Wednesday, March 20, 2013

Updike reminds us what it's like to be twenty

A month ago, Patrick Kurp, on his Anecdotal Evidence blog, mentioned in passing a John Updike story, "The Happiest I've Been," first published in the New Yorker in 1959. Patrick described the story as,
the best fictional treatment I know of the exhilarating free-fall between high school and college, adolescence and faux-adulthood.
We all have those writers whom we've simply failed to read, not through distaste or deliberate choice, but simply because, as Hussain Haddawy put it in the introduction to his translation of some of the Arabian Nights stories, "There are other fair creatures in the world." Updike has long been one of mine, wholly unread--though in recent years I've been edging closer: I read Nicholson Baker's U and I, and sentence after sentence that he quoted impressed me, as did his--and other writers'--tales of Updike's courtesy and kindness, the notes he would send to young writers whose work he appreciated, the professionalism with which he seemed to approach his work. For all that I enjoy reading about the Byrons of the world, my heart (to say nothing of my admiration) is with those artists who evince kindness and courtesy.

Patrick's praise was enough. I sought out "The Happiest I've Been"--and if all you want to know is whether Patrick is right, you can stop reading here: the first thing I did after reading it was make two copies to send to friends. It's that good, full of sharp observations expressed in sentences whose every word seems diligently labored over, glowing with a sense that it was chosen through deliberation aiming at perfection rather than the logorrhea of chance.

The story, told in the first person, relates a night-long party in the narrator's hometown, a party to which he's taken unexpectedly by a friend with whom he's supposed to be sharing a ride to Chicago a few days before the end of the Christmas break of his freshman year of college. He only learns of the party after he's been loaded into the car, and, "In everything that followed there was this sense of my being picked up and carried somewhere."

That's a feeling that will be familiar, I suspect, to anyone who was fortunate enough to ease into their twenties largely in the company of others who were doing the same--and a feeling that most of us rarely re-encounter in later years. What Updike does brilliantly is to show us all the ever-varying vantage points we had on those moments: enjoyment and abandon, uncertainty and isolation, confusion and anticipation. "The party was the party I had been going to all my life," the narrator notes: a girl cries and dances at the same time; three former athletes, "still . . . with that well-coordinated looseness, a look of dangling on strings," crash the party, then disappear silently into the basement; the host plays the same jazz record over and over and over, deliberately soaking in melancholy.

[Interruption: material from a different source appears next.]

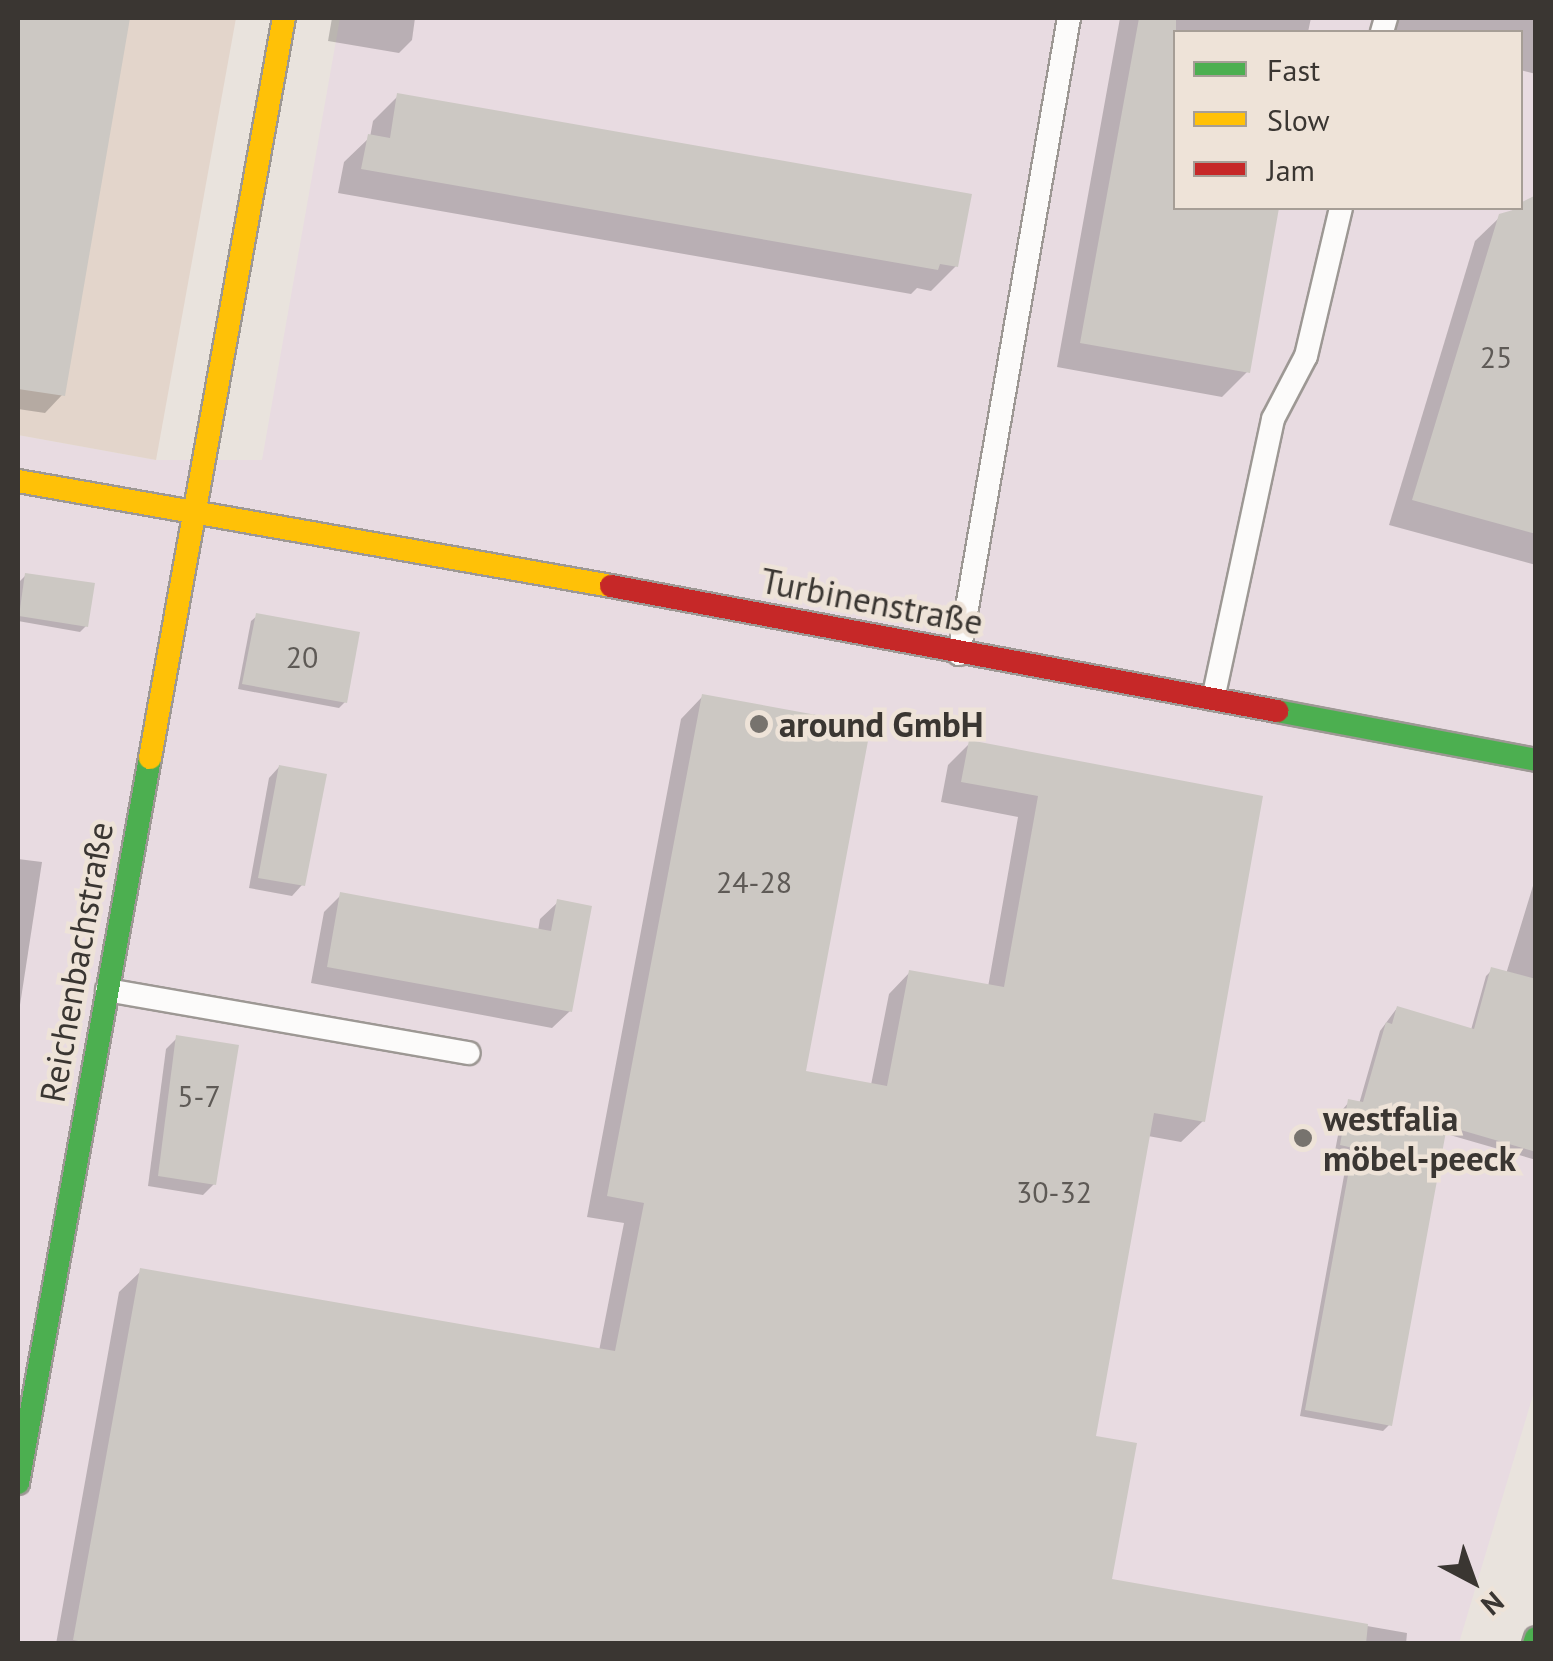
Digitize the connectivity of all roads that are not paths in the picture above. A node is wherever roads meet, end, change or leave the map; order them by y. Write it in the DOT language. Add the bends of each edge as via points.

When the host's parents return home, the narrator realizes that they, too, see the same party they've always seen: "It was a pleasant joke to see in their smiles that, however corrupt and unwinking we felt, to them we looked young and sleepy: Larry's friends." But the few months that the narrator has been away have been enough to make him feel estranged. At one point he wanders off and buries himself for a while in the first book he finds, the second volume of Henry Esmond; at another, the sight of a pile of shoes discarded by the girls at the party brings unexpected emotion:
Sitting alone and ignored in a great armchair, I experienced within a warm keen dishevelment, as if there were real tears in my eyes. Had things been less unchanged, they would have seemed less tragic. But the girls who had stepped out of these shoes were, with few exceptions, the ones who had attended my life's party. The alterations were so small: a haircut, an engagement ring, a tendency toward plumpness more frankly confessed. While they wheeled above me I sometimes caught from their faces an unfamiliar glint, off of a hardness I did not remember, as if beneath their skins these girls were growing more dense. The brutality added to the features of the boys I knew seemed a more willed effect, more desired and so less grievous.
These are the people he knew, but he no longer knows them; he wonders "at the easy social life that evidently existed among my friends at three-thirty in the morning." And later, his sense of being out of time and place, focused on one person and one relationship, reaches an acuity that verges on cruelty:
So I talked to Margaret about Larry, and she responded, showing really quite an acute sense of him. To me, considering the personality of a childhood friend so seriously, as if overnight he had become a factor in the world, seemed absurd; I couldn't even deeply believe that in her world he mattered much. Larry Schuman, in little more than a year, had become nothing to me.
That's the moment that Updike recreates so well in this story and carries through to a perfect ending: the time when we've worked enough slack into our family ties to feel free and the ties to old friends--stripped of the circumstances that catalyzed them--have atrophied to the point of inexplicability, yet the claims of our future have not yet been made. At twenty, on the right night in the right circumstances, we are as close to being free as we ever will be--and, briefly, it can seem like the best possible way to live.